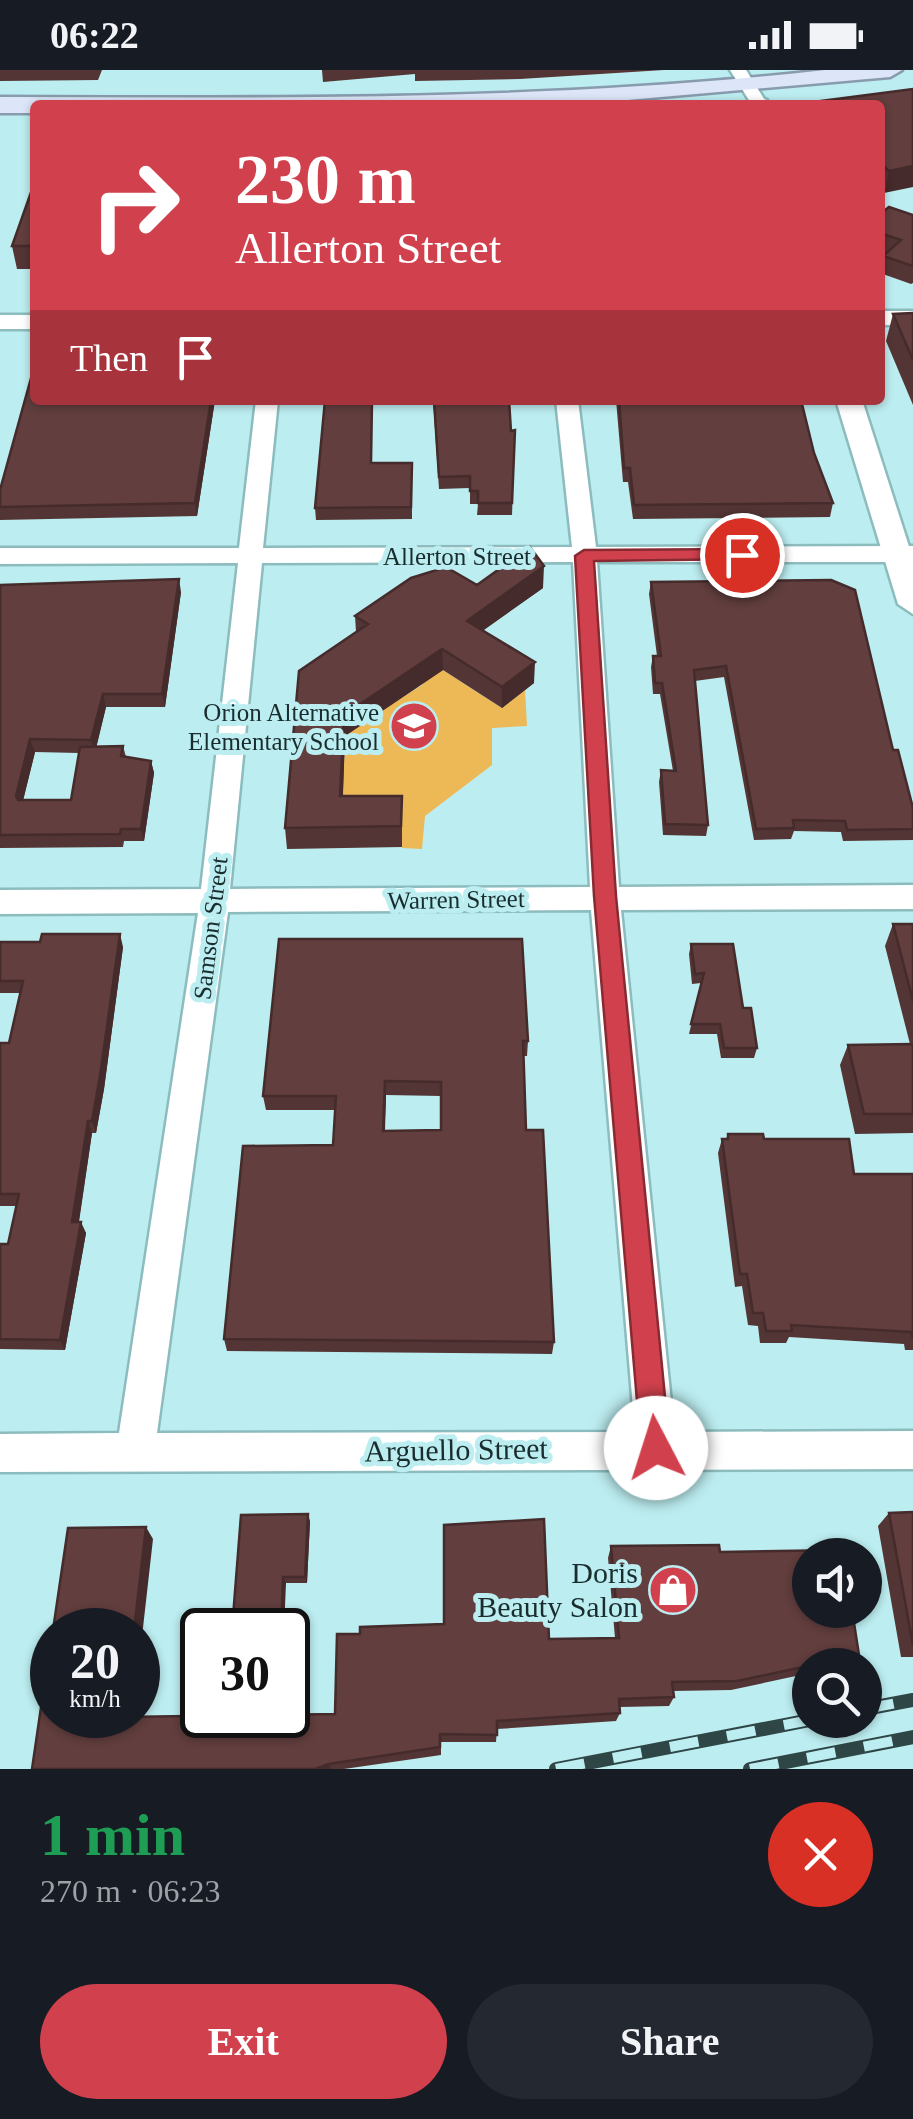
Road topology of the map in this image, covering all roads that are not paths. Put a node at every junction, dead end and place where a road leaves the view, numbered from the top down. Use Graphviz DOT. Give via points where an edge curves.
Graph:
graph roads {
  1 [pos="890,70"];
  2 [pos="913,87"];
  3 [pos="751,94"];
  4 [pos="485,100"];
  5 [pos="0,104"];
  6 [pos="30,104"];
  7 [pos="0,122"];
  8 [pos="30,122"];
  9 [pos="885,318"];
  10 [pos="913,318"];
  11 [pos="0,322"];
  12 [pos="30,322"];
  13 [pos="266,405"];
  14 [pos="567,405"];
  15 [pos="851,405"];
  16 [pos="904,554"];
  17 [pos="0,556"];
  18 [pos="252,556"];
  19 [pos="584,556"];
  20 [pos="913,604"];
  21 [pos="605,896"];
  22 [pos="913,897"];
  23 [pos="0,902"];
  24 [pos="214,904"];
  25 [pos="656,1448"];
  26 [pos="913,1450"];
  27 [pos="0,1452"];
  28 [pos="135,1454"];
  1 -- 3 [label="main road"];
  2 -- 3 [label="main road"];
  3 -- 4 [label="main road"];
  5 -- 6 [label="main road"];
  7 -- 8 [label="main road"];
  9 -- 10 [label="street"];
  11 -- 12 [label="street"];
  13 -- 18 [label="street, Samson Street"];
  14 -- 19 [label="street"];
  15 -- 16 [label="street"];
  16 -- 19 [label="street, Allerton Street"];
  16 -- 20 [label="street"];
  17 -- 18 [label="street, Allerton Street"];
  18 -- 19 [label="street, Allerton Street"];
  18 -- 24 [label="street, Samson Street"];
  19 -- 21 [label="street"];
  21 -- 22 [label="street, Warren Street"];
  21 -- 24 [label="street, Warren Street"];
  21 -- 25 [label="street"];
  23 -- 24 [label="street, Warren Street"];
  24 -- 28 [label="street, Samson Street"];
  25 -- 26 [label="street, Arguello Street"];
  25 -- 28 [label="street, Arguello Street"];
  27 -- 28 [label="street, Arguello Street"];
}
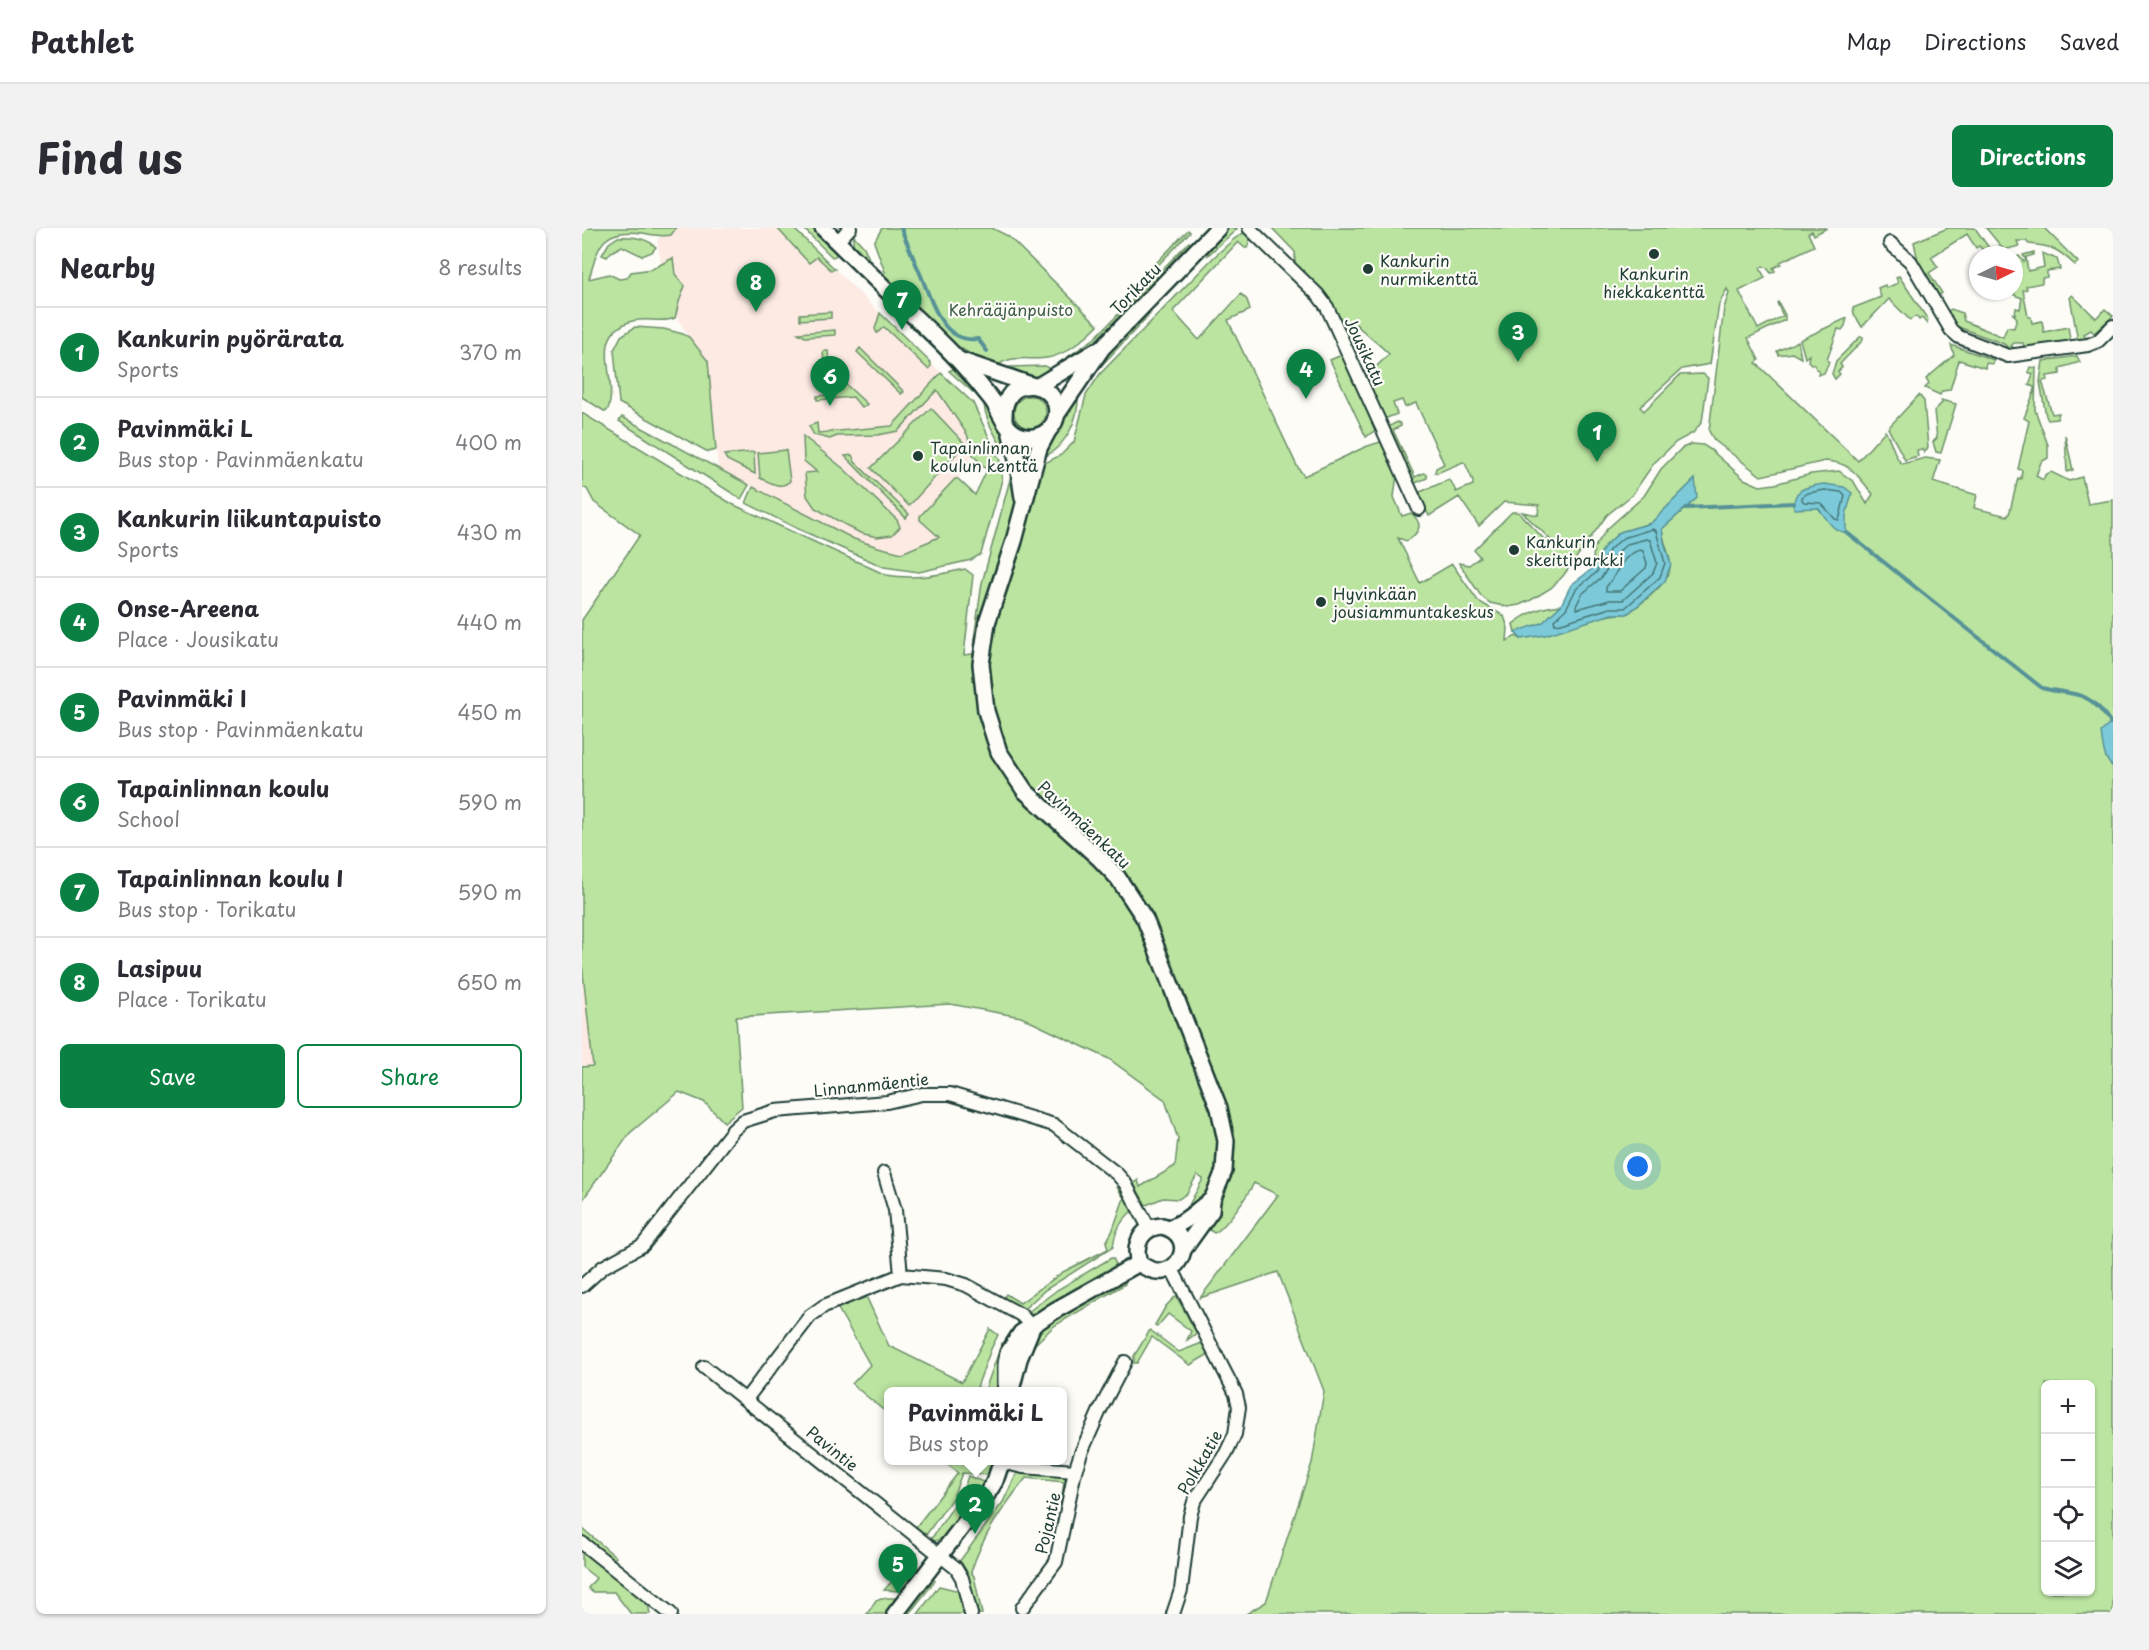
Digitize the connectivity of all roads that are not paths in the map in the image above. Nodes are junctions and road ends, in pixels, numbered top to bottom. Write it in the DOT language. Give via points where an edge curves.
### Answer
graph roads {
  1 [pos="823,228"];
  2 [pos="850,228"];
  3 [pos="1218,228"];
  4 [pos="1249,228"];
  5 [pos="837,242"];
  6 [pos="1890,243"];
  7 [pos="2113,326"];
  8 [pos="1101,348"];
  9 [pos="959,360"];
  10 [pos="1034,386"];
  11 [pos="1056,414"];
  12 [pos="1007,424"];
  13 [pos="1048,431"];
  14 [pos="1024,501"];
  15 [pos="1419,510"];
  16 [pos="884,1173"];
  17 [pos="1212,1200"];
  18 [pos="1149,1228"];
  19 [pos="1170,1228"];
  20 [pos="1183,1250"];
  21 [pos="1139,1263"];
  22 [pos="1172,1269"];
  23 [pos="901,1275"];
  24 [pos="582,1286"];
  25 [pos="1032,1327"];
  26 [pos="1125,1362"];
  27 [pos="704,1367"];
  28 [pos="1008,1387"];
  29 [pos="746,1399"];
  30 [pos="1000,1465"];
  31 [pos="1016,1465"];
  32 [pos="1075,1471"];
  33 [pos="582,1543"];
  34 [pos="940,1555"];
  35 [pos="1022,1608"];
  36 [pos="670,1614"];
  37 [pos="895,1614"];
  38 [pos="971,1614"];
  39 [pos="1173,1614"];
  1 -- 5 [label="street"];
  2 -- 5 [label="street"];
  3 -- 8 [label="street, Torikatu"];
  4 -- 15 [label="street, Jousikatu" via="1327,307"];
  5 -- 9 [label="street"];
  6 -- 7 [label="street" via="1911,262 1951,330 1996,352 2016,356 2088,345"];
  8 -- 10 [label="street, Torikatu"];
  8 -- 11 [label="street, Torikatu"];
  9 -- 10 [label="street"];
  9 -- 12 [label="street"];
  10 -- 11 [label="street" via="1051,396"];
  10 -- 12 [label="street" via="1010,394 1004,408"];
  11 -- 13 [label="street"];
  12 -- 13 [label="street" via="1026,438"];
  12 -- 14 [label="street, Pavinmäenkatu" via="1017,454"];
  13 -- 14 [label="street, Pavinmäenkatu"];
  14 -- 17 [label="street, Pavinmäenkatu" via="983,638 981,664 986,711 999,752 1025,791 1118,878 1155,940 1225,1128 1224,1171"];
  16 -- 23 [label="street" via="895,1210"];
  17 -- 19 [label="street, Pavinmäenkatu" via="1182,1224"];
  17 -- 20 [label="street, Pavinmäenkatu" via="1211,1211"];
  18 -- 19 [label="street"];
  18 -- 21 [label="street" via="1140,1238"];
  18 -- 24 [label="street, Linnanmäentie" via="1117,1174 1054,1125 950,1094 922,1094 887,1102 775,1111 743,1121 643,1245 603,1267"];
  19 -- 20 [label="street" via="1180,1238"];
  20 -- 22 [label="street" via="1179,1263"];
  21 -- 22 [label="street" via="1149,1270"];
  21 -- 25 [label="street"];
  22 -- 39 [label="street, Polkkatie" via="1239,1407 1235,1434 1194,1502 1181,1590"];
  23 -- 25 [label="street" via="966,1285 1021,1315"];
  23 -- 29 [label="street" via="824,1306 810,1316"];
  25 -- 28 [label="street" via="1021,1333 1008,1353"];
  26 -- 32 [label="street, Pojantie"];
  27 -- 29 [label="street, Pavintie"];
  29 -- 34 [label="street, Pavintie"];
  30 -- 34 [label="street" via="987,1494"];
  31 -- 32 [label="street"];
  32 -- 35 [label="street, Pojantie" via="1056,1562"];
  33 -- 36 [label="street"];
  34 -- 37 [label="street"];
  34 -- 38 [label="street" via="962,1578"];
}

Your instructions - Filter the data, keeping only the lines that contain "Warren".

The answer -
  21 -- 22 [label="street, Warren Street"];
  21 -- 24 [label="street, Warren Street"];
  23 -- 24 [label="street, Warren Street"];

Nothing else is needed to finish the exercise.